My concept with GMPI (not everyone agreed) was that MIDI was not required
*in* the plugin.
  For example take your MIDI keyboard's "Modulation Wheel".  Imagine the
function that parses the MIDI bytes, decides what type of MIDI message it is
and typically converts that 7-bit controller to a nice 'float' scaled
between -1.0 -> +1.0.  Typically every single VST synth plugin has that
code.  The inefficiency is that 1000 Plugin developers had to create and
debug equivalent code.
 I decided the *host* should provide that routine. Written once, available
to every plugin developer.  The plugin simply exposes a port, and the
metadata says "map this port to MIDI modulation-wheel".
  The advantage is - very rich MIDI support is available to ALL plugins. Not
just the standard 7-bit controllers, I support CC, RPN, NRPN, SYSEX, Notes,
Aftertouch, Tempo, almost everything. The MIDI parsing code exists only in
one place so it's robust, and it saves plugin developers a lot of wasted
time duplicating existing code. Plugins are small and lightweight, but MORE
functional than the average VST plugin.
 
This is almost exactly what I proposed as an LV2 extension in this previous thread:
http://lists.lv2plug.in/pipermail/devel-lv2plug.in/2012-June/000270.html

but David seemed to be very against putting this sort of functionality in the hosting library.
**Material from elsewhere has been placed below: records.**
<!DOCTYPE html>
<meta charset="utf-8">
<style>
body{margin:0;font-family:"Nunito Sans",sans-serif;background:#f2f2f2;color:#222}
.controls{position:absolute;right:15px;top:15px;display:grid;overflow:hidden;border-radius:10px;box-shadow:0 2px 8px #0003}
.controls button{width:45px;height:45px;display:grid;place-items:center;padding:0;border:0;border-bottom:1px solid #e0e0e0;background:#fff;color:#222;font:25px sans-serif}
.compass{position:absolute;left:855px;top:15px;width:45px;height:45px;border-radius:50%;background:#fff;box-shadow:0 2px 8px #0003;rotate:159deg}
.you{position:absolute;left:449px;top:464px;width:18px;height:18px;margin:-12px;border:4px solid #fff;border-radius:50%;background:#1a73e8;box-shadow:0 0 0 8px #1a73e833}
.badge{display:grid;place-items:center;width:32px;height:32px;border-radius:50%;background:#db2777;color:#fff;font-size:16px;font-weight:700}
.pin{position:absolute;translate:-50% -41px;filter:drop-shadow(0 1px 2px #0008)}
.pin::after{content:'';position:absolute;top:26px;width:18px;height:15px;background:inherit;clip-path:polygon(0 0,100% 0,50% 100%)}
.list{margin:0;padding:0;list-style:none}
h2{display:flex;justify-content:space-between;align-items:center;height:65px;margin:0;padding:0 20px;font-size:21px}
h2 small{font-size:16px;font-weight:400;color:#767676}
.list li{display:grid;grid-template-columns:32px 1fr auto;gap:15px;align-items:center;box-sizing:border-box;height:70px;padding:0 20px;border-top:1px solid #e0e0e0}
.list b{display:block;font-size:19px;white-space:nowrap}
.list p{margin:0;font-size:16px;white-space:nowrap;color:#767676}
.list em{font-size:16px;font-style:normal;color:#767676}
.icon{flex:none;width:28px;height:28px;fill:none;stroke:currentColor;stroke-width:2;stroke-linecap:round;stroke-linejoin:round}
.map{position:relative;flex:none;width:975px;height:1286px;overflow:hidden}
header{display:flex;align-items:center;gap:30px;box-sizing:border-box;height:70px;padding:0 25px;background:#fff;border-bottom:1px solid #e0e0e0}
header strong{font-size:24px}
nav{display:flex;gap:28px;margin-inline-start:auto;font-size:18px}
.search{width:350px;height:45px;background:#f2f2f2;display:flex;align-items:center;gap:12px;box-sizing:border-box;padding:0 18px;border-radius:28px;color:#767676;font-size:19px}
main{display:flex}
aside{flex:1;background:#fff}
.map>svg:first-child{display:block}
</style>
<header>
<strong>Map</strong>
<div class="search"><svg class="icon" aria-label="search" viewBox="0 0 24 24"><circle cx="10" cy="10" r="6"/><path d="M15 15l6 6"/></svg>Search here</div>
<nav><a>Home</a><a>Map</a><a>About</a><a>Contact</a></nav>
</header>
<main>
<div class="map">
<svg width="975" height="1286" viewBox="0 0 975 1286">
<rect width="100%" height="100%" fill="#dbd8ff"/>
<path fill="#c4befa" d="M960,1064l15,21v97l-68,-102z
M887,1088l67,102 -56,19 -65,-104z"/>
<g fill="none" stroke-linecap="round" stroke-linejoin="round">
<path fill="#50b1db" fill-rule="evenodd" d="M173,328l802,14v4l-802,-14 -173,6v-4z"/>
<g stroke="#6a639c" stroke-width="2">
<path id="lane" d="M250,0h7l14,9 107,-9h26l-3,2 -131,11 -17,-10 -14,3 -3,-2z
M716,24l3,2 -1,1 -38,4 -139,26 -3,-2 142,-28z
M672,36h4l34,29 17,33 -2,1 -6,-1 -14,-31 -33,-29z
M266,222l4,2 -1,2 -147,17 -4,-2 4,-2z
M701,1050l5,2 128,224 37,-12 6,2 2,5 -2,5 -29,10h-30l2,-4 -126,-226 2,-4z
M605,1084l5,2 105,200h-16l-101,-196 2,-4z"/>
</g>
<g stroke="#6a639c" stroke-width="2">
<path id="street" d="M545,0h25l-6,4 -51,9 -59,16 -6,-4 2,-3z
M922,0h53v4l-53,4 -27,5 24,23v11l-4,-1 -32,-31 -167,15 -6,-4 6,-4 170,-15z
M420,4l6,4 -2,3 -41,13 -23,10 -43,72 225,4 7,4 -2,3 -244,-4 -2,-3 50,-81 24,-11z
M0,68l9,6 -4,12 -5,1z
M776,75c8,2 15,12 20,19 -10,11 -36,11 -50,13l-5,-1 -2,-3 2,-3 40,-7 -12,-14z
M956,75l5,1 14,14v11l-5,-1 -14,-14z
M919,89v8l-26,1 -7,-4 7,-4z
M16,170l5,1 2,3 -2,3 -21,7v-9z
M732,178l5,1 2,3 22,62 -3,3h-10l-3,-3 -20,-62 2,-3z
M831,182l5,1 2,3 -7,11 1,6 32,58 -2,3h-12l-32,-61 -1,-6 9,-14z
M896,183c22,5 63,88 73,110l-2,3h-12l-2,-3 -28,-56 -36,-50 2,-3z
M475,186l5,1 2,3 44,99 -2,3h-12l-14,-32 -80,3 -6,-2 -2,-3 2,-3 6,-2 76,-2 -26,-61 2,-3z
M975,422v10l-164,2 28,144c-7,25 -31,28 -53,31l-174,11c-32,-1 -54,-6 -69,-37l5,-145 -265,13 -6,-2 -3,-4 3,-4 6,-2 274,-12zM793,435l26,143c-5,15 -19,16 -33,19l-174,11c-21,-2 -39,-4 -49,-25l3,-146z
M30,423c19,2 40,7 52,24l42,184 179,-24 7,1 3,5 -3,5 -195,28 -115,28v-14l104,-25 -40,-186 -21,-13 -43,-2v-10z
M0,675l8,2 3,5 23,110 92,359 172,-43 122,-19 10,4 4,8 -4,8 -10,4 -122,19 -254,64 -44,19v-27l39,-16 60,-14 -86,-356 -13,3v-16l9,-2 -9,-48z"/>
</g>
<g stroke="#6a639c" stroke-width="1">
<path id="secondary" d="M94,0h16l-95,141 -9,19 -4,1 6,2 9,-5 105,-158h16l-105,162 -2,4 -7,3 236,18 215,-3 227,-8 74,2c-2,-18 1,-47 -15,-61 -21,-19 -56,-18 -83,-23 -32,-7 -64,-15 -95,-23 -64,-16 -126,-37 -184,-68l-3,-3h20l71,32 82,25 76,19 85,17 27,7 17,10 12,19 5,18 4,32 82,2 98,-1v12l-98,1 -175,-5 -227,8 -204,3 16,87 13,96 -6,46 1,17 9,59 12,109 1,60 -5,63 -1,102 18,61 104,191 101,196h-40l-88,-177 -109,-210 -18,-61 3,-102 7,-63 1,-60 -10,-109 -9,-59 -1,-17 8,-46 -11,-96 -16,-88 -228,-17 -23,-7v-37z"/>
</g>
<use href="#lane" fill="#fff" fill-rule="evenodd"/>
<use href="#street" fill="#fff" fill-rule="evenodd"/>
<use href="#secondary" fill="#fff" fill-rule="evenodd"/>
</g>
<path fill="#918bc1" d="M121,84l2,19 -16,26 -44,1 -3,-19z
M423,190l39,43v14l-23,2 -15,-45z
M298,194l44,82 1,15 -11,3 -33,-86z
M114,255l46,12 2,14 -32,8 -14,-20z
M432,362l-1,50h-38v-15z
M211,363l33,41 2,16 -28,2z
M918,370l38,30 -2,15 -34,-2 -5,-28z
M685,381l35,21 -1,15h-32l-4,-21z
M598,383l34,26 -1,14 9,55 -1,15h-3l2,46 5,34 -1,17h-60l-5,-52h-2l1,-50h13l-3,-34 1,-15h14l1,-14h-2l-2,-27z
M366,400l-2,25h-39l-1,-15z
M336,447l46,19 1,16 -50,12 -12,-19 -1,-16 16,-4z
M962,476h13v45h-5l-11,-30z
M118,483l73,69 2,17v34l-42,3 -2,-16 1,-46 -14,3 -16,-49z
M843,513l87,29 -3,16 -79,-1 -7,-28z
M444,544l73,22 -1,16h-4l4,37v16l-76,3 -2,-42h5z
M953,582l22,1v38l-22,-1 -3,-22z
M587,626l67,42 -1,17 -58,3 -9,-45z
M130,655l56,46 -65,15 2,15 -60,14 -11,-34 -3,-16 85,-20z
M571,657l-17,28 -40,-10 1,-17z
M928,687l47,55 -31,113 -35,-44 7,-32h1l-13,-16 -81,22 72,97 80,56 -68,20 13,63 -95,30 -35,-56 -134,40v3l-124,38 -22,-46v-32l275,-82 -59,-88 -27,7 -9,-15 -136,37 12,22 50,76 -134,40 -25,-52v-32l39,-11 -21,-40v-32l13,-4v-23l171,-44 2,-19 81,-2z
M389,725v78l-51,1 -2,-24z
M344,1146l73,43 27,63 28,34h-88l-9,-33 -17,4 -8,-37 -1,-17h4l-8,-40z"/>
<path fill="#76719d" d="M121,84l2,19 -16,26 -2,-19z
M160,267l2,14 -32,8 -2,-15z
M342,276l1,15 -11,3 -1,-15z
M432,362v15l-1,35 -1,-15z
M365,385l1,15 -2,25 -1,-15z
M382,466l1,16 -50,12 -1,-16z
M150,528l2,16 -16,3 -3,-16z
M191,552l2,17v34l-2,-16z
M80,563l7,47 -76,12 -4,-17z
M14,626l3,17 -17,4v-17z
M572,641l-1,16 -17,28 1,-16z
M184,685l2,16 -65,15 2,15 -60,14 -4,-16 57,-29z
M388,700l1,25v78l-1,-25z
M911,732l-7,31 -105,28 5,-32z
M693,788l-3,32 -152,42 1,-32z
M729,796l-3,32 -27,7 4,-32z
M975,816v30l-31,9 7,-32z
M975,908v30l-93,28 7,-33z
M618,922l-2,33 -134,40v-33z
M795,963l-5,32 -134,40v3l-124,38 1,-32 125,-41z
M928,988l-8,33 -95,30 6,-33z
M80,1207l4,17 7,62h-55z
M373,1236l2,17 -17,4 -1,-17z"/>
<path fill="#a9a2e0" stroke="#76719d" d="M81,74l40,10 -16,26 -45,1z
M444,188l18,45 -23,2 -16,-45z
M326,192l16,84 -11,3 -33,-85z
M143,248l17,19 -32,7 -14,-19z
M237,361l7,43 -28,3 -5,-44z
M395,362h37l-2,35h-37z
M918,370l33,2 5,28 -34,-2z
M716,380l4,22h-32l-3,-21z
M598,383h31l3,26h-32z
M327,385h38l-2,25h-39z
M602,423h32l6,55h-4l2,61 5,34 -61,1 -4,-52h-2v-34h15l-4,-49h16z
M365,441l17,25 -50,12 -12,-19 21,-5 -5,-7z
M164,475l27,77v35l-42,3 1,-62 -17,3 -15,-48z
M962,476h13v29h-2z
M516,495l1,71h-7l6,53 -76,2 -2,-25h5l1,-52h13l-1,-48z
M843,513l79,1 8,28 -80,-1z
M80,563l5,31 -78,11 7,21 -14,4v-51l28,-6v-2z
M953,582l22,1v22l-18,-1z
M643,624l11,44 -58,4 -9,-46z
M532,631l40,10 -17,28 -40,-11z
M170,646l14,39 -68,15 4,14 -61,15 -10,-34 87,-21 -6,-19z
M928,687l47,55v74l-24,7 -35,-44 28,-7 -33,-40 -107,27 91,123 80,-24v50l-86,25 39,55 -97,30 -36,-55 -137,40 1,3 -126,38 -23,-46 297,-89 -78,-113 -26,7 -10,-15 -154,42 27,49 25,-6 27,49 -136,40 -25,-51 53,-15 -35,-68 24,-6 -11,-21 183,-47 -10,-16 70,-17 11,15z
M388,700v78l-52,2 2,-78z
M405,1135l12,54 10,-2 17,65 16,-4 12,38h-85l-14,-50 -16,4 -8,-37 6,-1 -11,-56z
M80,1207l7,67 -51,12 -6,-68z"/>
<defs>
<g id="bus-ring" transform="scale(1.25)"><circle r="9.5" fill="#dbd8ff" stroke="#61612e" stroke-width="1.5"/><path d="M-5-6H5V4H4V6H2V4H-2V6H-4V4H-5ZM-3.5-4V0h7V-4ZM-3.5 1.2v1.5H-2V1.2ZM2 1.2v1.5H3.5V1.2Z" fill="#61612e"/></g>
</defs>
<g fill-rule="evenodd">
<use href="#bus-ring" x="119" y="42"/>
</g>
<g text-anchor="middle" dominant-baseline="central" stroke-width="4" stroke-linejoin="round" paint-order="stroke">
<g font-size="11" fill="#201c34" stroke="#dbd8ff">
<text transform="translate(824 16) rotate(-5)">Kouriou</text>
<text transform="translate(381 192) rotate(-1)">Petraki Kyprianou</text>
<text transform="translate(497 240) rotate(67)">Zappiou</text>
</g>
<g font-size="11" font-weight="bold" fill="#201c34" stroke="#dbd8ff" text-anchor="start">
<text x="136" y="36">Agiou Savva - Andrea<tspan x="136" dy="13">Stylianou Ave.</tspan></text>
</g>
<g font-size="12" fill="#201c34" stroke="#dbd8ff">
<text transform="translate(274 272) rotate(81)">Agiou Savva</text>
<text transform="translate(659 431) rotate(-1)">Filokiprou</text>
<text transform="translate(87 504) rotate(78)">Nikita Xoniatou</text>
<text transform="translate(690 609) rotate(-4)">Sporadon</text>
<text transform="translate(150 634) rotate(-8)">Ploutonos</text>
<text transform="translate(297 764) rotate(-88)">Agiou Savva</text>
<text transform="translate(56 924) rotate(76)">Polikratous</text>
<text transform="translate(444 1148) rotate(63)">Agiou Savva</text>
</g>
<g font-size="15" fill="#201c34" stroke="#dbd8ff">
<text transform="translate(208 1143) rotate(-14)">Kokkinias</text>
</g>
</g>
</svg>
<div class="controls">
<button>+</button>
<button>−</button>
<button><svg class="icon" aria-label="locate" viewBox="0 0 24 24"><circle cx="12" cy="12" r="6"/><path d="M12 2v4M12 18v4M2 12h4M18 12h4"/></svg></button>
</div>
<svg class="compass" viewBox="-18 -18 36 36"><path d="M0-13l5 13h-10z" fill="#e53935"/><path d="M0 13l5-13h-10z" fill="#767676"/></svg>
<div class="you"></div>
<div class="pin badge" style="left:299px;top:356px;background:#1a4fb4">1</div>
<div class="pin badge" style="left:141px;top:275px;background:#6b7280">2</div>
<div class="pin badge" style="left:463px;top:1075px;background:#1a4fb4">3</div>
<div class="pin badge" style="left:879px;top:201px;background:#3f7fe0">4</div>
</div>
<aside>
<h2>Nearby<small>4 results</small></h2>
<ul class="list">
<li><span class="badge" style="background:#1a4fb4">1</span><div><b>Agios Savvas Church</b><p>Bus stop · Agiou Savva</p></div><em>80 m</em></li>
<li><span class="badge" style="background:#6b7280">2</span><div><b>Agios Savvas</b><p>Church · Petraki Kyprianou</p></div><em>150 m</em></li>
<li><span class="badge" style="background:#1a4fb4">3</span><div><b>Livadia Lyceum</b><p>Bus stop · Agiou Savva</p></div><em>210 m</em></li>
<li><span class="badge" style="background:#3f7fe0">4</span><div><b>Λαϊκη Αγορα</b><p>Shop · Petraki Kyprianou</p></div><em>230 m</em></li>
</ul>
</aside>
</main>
Support libraries are the solution to this, naturally, but I have
learned that people have a powerful aversion to using *anything*, no
matter how completely unoffensive a dependency it is.  To address this,
LV2 will probably reluctantly grow an "SDK" that includes essentially
all my libraries soon, but I remain completely convinced that this is
awful, and the spec should be more timeless and have no ABI issues
contained in it whatsoever, and hate this idea with a passion.  

I strongly disagree.  That is to say, I don't think ABI issues are unimportant, but rather that I don't believe including more complex hosting functionality in a hosting library will cause this to happen.  None of the proposed changes would operate through any means other than LV2 extensions.  Adding additional functionality to a hosting library would neither change the requirements for plugins nor for hosts.  There would be no issues with backwards compatibility, and in fact this is a perfect example of how LV2's systems of optional/required features solves such issues.

 So long as you don't start including references to the SDK in the specification, neither plugins nor hosts have to worry at all about the SDK unless they want to.   I find it very strange that you are concerned about this: usually the fear is with these sorts of things that the implementation will differ from the specification, and actually end up becoming the de-facto standard (see the VP8 codec, for example).  But in this case it would be ridiculous to suggest that is going to happen.  Every one of the libraries you are talking about, real or hypothetical, will be written by you, or under your close guidance, i.e. with a close eye at all all times towards conformance with the standard.

The only real worry is that hosts will be unhappy of the "bloat" added to the library they are using.  If it really makes a difference for the library size, then the obvious solution is to separate the required functionality from the optional.  This is completely doable.  But at the very least, give host authors the choice between gaining the extra features, and satisfying their "powerful aversion to any dependency". But I'd bet anyways that if they truly did want to support these advanced features, most host authors would rather use the functionality in the library than have to write it on their own, and for some, it would change these features from "not worthwhile" to "worthwhile" to implement.  I mean, at the root of the issue is a tradeoff, between features and complexity.  If a host complains about the extra complexity that an optional feature incurs, then that's their problem, not ours.  You can't have your cake and eat it too, no matter what plugin specification you are using.

Nobody gives a shit about specifications, or implementation independence.  The
better part of a decade later there's still precisely one left alive:
mine.  Time to give up those ideals I suppose)

I wouldn't be so fast to give up on those ideals.  All this demonstrates is that so far, your implementations have satisfied everyone's needs.  It's just that the degrees of freedom in implementing an LV2 support library are too small at this point.  But that doesn't mean that it's not worth it to maintain this implementation independence, so that as complexity develops, alternatives can fill the necessary roles.  I mean, on the plugin side of things, we have lv2-c++-tools, which offers an alternative library for writing plugins (although the default in this case is no library).  Even on the host side of things, I was unsatisfied with the lilv c++ wrapper, so I wrote lolvmm.  I mean, sure, it's hardly anything, but the point is that if developers felt the same way about any other part of the hosting libraries, then we would see alternatives develop.

If I thought that lilv had it all wrong, then I would write my own host library that does it the way I think is right.  So when I make suggestions about additions to the hosting libraries, it is in the spirit of reducing duplicated effort, not because I think they are the sole "official standard of LV2".  (although the practical reality that changes to lilv will translate to widespread support much more quickly than an independent venture would does color my view of the situation).

But right now, with LV2 event controls and default midi binding on the horizon, depending on how the current hosting libraries handle it, it is the first time that it is plausible (at least for me) that it would be worth it to create some manner of alternative hosting library.  Because honestly, right now, what would an alternative implementation look like?  Code duplication!